As a general comment, I think contributes should be more rounded and contribute a wider view rather than just quoting one source.
What do you think?
- I agree, Mark. I like a definition by Oliver Hart, because it is very precise and theoretical, unlike many definitions out there. Is this one, Hart (1995, p. 678):
Corporate governance issues arise in an organization whenever two conditions are present. First there is an agency problem, or conflict of interest, involving members of the organization -these might be owners, managers, workers or consumers. Second, transaction costs are such that this agency problem cannot be dealt with through a contract.
--Forich (talk) 01:45, 2 April 2009 (UTC) Might want to look at the definitions I have on one of my pages. See http://corpgov.net/?page_id=3573 — Preceding unsigned comment added by Corpgov (talk • contribs) 14:56, 2 April 2011 (UTC)

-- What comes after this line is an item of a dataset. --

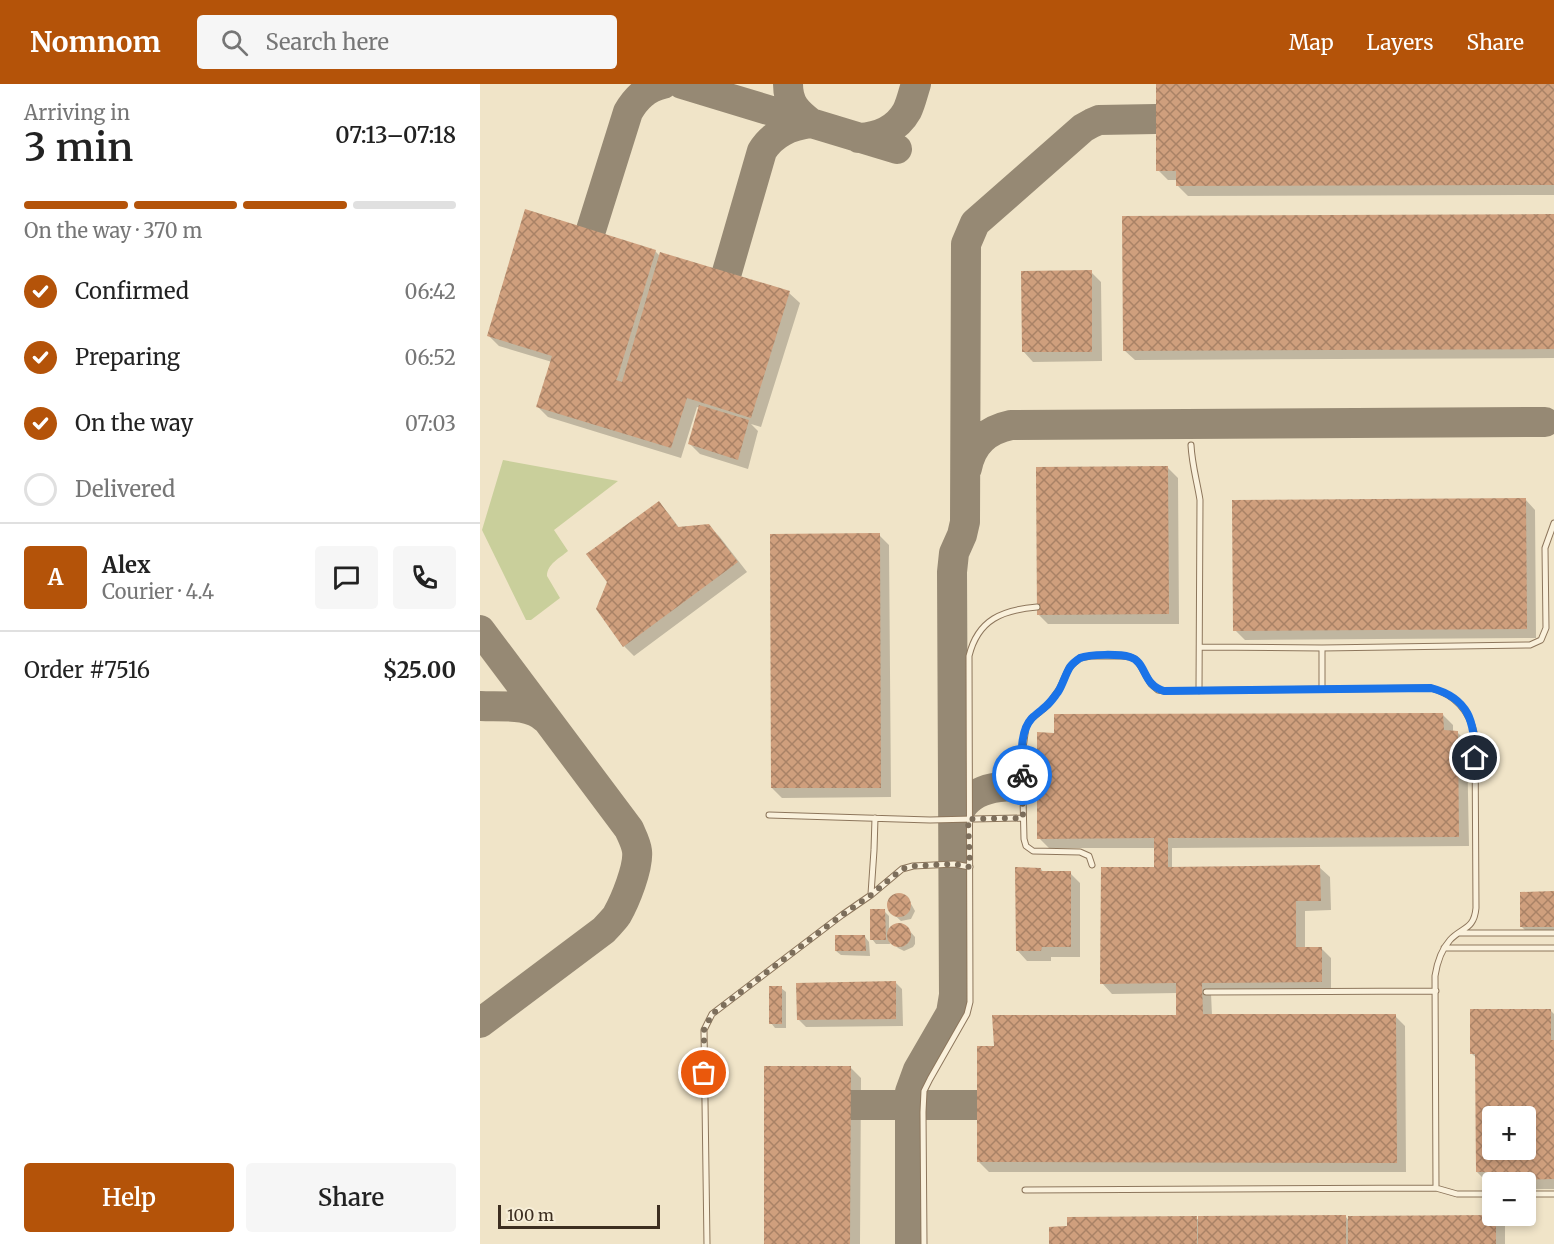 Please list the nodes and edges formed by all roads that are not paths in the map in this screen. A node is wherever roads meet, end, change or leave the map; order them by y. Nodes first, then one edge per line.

I also agree that the definition still needs more work. Citing the Cadbury code is far too narrow and too UK-centric. Most other countries in the world face completely different corporate governance issues than the UK (and the USA) and hence the emphasis on processes is *not* appropriate or to the very least far too narrow. --18.104.22.168 (talk) 12:40, 24 February 2012 (UTC)
Definition and structure of article
Overall, the definition and view of corporate governance (see in particular first paragraph) are still too Anglo-centric. I have tried to improve the article, but then my changes keep on being undone by others. Also the list of references is biased in a similar way. More importantly, the first paragraph fails to state the AIM of corporate governance:
Corporate governance is "the system by which companies are directed and controlled". It involves regulatory and market mechanisms, and the roles and relationships between a company’s management, its board, its shareholders and other stakeholders, and the goals for which the corporation is governed. Lately, corporate governance has been comprehensively defined as "a system of law and sound approaches by which corporations are directed and controlled focusing on the internal and external corporate structures with the intention of monitoring the actions of management and directors and thereby mitigating agency risks stemming from the devious deeds of these corporate officers"
There is talk about systems and processes, but what is supposed to be the AIM of corporate governance?